==== Information shown ====
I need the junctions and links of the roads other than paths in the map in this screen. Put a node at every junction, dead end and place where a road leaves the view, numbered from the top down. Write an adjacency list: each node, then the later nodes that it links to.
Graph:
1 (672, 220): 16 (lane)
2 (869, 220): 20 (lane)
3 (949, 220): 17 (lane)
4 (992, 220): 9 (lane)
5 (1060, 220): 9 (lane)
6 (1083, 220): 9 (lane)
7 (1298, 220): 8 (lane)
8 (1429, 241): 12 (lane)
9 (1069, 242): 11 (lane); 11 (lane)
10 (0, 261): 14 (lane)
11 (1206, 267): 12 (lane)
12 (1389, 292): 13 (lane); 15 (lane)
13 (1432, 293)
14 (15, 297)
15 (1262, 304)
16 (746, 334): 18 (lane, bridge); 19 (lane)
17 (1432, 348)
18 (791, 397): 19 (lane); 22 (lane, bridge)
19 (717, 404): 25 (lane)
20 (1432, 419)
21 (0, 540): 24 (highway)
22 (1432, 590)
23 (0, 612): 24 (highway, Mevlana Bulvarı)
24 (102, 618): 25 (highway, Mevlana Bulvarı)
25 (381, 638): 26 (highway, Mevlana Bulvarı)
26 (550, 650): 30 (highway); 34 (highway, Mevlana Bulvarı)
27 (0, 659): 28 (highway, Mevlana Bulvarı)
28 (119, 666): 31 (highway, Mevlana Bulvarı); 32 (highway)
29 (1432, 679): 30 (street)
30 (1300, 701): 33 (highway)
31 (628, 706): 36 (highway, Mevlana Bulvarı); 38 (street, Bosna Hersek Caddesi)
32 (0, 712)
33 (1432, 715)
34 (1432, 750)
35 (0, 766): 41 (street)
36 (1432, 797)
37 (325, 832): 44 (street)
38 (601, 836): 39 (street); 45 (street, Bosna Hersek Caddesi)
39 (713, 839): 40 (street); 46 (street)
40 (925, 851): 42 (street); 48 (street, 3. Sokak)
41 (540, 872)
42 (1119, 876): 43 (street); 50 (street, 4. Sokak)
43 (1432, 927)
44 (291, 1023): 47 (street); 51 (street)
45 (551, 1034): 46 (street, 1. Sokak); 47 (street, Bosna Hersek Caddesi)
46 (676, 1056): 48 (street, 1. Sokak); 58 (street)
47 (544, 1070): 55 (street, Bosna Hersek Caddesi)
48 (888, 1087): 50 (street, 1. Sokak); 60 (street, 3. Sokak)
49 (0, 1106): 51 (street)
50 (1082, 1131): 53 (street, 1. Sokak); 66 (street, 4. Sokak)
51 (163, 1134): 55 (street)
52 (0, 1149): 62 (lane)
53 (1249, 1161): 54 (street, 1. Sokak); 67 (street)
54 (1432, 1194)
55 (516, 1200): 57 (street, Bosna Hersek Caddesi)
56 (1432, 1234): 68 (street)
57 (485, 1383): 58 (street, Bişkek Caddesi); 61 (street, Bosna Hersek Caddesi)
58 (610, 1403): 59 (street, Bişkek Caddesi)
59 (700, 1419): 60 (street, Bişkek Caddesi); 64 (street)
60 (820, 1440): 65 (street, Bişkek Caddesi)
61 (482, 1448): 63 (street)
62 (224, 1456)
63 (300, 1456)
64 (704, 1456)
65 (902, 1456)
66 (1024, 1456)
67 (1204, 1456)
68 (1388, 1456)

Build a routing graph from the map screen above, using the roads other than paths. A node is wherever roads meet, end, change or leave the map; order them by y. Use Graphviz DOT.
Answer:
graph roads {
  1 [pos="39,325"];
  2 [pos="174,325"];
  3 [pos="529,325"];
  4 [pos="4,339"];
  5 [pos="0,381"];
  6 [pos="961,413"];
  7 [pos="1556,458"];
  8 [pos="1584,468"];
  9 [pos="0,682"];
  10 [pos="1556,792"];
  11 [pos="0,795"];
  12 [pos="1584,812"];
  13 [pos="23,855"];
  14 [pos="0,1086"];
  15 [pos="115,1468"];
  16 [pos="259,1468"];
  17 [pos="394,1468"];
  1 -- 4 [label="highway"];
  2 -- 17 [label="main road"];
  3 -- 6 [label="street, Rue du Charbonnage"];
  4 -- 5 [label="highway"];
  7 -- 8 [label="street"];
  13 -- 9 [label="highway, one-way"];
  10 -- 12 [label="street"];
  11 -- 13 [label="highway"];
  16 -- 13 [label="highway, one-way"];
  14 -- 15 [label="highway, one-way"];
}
====
Work to be completed:
Each line from the one that includes "Build a routing" down to the close of the records above is to be given again exactly, and no other line is to appear.

Answer space:
Build a routing graph from the map screen above, using the roads other than paths. A node is wherever roads meet, end, change or leave the map; order them by y. Use Graphviz DOT.
Answer:
graph roads {
  1 [pos="39,325"];
  2 [pos="174,325"];
  3 [pos="529,325"];
  4 [pos="4,339"];
  5 [pos="0,381"];
  6 [pos="961,413"];
  7 [pos="1556,458"];
  8 [pos="1584,468"];
  9 [pos="0,682"];
  10 [pos="1556,792"];
  11 [pos="0,795"];
  12 [pos="1584,812"];
  13 [pos="23,855"];
  14 [pos="0,1086"];
  15 [pos="115,1468"];
  16 [pos="259,1468"];
  17 [pos="394,1468"];
  1 -- 4 [label="highway"];
  2 -- 17 [label="main road"];
  3 -- 6 [label="street, Rue du Charbonnage"];
  4 -- 5 [label="highway"];
  7 -- 8 [label="street"];
  13 -- 9 [label="highway, one-way"];
  10 -- 12 [label="street"];
  11 -- 13 [label="highway"];
  16 -- 13 [label="highway, one-way"];
  14 -- 15 [label="highway, one-way"];
}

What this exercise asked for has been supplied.